Entries taken from a collection:

= Beginning of Section =

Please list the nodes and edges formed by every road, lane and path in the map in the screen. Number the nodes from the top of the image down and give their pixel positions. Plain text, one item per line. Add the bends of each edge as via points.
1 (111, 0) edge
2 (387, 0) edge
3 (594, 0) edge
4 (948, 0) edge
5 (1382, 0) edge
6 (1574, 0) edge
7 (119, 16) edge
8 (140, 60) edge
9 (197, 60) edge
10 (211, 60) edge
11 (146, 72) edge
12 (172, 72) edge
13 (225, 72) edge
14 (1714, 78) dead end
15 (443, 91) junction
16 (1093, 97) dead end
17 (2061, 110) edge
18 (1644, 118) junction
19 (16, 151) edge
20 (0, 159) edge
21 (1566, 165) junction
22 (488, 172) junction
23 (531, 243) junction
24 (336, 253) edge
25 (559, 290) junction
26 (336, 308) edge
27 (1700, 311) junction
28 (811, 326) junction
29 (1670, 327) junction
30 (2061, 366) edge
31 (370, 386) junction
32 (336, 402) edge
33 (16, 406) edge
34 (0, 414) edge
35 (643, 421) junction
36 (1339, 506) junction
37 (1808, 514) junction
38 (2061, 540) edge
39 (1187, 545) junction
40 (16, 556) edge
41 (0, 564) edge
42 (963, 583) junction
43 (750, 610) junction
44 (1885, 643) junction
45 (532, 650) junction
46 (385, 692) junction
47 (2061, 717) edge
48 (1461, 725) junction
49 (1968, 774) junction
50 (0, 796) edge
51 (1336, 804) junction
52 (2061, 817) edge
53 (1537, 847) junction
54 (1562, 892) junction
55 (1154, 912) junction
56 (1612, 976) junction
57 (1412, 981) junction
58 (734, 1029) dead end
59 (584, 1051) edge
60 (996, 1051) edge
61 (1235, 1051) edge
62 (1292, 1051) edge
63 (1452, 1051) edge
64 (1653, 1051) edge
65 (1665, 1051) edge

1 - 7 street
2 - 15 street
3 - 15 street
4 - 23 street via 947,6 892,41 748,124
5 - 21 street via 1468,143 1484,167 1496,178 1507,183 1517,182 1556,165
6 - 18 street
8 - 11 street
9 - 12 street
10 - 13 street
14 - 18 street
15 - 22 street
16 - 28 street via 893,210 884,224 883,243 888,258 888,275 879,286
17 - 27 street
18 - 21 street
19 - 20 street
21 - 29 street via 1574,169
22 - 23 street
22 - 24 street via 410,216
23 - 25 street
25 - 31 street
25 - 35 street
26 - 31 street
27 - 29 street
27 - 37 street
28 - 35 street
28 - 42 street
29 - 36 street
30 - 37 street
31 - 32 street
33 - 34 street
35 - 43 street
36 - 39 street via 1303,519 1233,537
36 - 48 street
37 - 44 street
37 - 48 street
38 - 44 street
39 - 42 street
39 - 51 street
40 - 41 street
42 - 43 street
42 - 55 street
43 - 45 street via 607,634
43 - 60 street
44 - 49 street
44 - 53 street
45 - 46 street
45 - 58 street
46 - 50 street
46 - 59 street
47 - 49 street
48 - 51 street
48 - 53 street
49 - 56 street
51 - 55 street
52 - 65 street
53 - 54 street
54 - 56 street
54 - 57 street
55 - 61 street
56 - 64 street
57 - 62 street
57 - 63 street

= End of Section =

▶ [EXERCISE REQUIREMENTS]
Could you set down each entry above word for word?

▶ [EXERCISE RESULT]
Please list the nodes and edges formed by every road, lane and path in the map in the screen. Number the nodes from the top of the image down and give their pixel positions. Plain text, one item per line. Add the bends of each edge as via points.
1 (111, 0) edge
2 (387, 0) edge
3 (594, 0) edge
4 (948, 0) edge
5 (1382, 0) edge
6 (1574, 0) edge
7 (119, 16) edge
8 (140, 60) edge
9 (197, 60) edge
10 (211, 60) edge
11 (146, 72) edge
12 (172, 72) edge
13 (225, 72) edge
14 (1714, 78) dead end
15 (443, 91) junction
16 (1093, 97) dead end
17 (2061, 110) edge
18 (1644, 118) junction
19 (16, 151) edge
20 (0, 159) edge
21 (1566, 165) junction
22 (488, 172) junction
23 (531, 243) junction
24 (336, 253) edge
25 (559, 290) junction
26 (336, 308) edge
27 (1700, 311) junction
28 (811, 326) junction
29 (1670, 327) junction
30 (2061, 366) edge
31 (370, 386) junction
32 (336, 402) edge
33 (16, 406) edge
34 (0, 414) edge
35 (643, 421) junction
36 (1339, 506) junction
37 (1808, 514) junction
38 (2061, 540) edge
39 (1187, 545) junction
40 (16, 556) edge
41 (0, 564) edge
42 (963, 583) junction
43 (750, 610) junction
44 (1885, 643) junction
45 (532, 650) junction
46 (385, 692) junction
47 (2061, 717) edge
48 (1461, 725) junction
49 (1968, 774) junction
50 (0, 796) edge
51 (1336, 804) junction
52 (2061, 817) edge
53 (1537, 847) junction
54 (1562, 892) junction
55 (1154, 912) junction
56 (1612, 976) junction
57 (1412, 981) junction
58 (734, 1029) dead end
59 (584, 1051) edge
60 (996, 1051) edge
61 (1235, 1051) edge
62 (1292, 1051) edge
63 (1452, 1051) edge
64 (1653, 1051) edge
65 (1665, 1051) edge

1 - 7 street
2 - 15 street
3 - 15 street
4 - 23 street via 947,6 892,41 748,124
5 - 21 street via 1468,143 1484,167 1496,178 1507,183 1517,182 1556,165
6 - 18 street
8 - 11 street
9 - 12 street
10 - 13 street
14 - 18 street
15 - 22 street
16 - 28 street via 893,210 884,224 883,243 888,258 888,275 879,286
17 - 27 street
18 - 21 street
19 - 20 street
21 - 29 street via 1574,169
22 - 23 street
22 - 24 street via 410,216
23 - 25 street
25 - 31 street
25 - 35 street
26 - 31 street
27 - 29 street
27 - 37 street
28 - 35 street
28 - 42 street
29 - 36 street
30 - 37 street
31 - 32 street
33 - 34 street
35 - 43 street
36 - 39 street via 1303,519 1233,537
36 - 48 street
37 - 44 street
37 - 48 street
38 - 44 street
39 - 42 street
39 - 51 street
40 - 41 street
42 - 43 street
42 - 55 street
43 - 45 street via 607,634
43 - 60 street
44 - 49 street
44 - 53 street
45 - 46 street
45 - 58 street
46 - 50 street
46 - 59 street
47 - 49 street
48 - 51 street
48 - 53 street
49 - 56 street
51 - 55 street
52 - 65 street
53 - 54 street
54 - 56 street
54 - 57 street
55 - 61 street
56 - 64 street
57 - 62 street
57 - 63 street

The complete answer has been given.